David was a producer of television commercials for 35 years before retiring to Orcas in 1995. David produced many iconic campaigns, including American Express’ Don’t Leave Home Without It. At the time of his death, he was working on his directorial debut, a short documentary about an outdoorsman and muskrat trapper in Shasta County, California. David took up acting during his years on Orcas and acted in several local productions.
David was a lifelong adventurer, and made twelve dog sledding and cross-country ski trips to the Arctic, from Siberia to Greenland. His last trip, in 2006, was a three-week dog sledding trek to the North Pole. He suffered three broken ribs, pneumonia, and frostbite, and after a short recovery in the care of a Russian doctor who gave him ‘two horse pills washed down by a shot of vodka’, he continued on to reach the Pole. David was a mountain climber, skier, kayaker, and outdoorsman. He ran the New York marathon a dozen times.
David was born in New York City in 1929, and graduated from University of North Carolina at Chapel Hill. David retired to Orcas Island in 1996 with his wife, Joan, before moving to the San Francisco Bay Area in 2014.

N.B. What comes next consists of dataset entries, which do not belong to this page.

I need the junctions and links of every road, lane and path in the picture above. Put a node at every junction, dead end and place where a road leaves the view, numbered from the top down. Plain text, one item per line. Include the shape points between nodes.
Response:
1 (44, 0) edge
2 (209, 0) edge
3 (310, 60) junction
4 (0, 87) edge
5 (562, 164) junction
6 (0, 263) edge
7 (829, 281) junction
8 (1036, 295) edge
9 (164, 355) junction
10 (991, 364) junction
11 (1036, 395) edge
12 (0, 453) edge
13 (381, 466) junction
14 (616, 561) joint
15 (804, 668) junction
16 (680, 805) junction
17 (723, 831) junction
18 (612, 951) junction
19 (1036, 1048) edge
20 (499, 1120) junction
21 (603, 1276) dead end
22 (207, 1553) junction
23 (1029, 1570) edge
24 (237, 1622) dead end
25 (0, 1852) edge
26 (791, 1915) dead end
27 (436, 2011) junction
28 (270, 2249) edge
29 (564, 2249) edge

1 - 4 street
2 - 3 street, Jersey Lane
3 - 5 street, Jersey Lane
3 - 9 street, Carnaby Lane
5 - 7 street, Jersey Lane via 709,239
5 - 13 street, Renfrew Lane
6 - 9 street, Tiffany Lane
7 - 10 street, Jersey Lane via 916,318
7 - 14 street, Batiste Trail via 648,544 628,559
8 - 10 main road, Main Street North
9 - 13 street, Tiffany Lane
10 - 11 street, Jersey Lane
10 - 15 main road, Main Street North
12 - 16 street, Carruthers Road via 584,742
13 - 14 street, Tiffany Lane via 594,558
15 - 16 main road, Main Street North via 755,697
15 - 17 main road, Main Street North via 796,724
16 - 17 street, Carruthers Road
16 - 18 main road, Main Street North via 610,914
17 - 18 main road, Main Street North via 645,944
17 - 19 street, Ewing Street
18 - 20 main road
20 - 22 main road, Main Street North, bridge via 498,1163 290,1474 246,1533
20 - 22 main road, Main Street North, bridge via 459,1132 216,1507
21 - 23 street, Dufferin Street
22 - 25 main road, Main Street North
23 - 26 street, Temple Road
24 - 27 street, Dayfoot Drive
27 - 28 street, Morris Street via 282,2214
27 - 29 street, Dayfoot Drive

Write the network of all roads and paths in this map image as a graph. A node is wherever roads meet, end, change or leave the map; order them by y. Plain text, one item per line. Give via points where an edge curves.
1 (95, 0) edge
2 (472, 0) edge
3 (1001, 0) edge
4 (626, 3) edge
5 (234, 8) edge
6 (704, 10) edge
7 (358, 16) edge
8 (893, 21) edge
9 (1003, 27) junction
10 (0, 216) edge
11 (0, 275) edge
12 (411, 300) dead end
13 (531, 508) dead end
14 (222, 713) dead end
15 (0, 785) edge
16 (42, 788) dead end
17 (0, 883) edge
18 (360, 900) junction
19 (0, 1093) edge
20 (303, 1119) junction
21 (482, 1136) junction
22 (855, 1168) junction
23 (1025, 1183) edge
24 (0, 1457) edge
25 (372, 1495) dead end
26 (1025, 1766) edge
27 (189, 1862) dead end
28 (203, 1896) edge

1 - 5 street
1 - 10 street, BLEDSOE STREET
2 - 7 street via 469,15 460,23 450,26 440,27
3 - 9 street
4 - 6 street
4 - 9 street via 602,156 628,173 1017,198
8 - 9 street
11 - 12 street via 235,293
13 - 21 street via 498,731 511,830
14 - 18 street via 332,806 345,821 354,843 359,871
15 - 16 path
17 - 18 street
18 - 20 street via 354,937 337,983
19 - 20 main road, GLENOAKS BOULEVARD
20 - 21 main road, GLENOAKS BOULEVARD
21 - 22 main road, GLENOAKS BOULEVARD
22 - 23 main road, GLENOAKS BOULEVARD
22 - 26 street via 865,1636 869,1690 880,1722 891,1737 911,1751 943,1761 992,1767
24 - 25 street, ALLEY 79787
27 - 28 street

David, a veteran of the Korean war, was politically active throughout his life and was involved in actions against the Vietnam and Iraq wars, in civil rights issues through ACLU committees, and in anti-Trump rallies with his daughter and granddaughter. David was close friends with the Roger Nash Baldwin, founder of the ACLU, whose final words to David before his death in 1981 were ‘never lose your sense of wonder’. David lived by those words. David was a lover of life, learning, laughter, and family, and was driven by a sense of curiosity, wonder, and of moral duty and responsibility to his fellow man.
David is predeceased by his beloved wife of 55 years, Joan, and they leave behind a son, David, a daughter, Kate, and grandchildren Sacha, Max, and Leila. A memorial will be held in Marin County, CA on Oct. 27.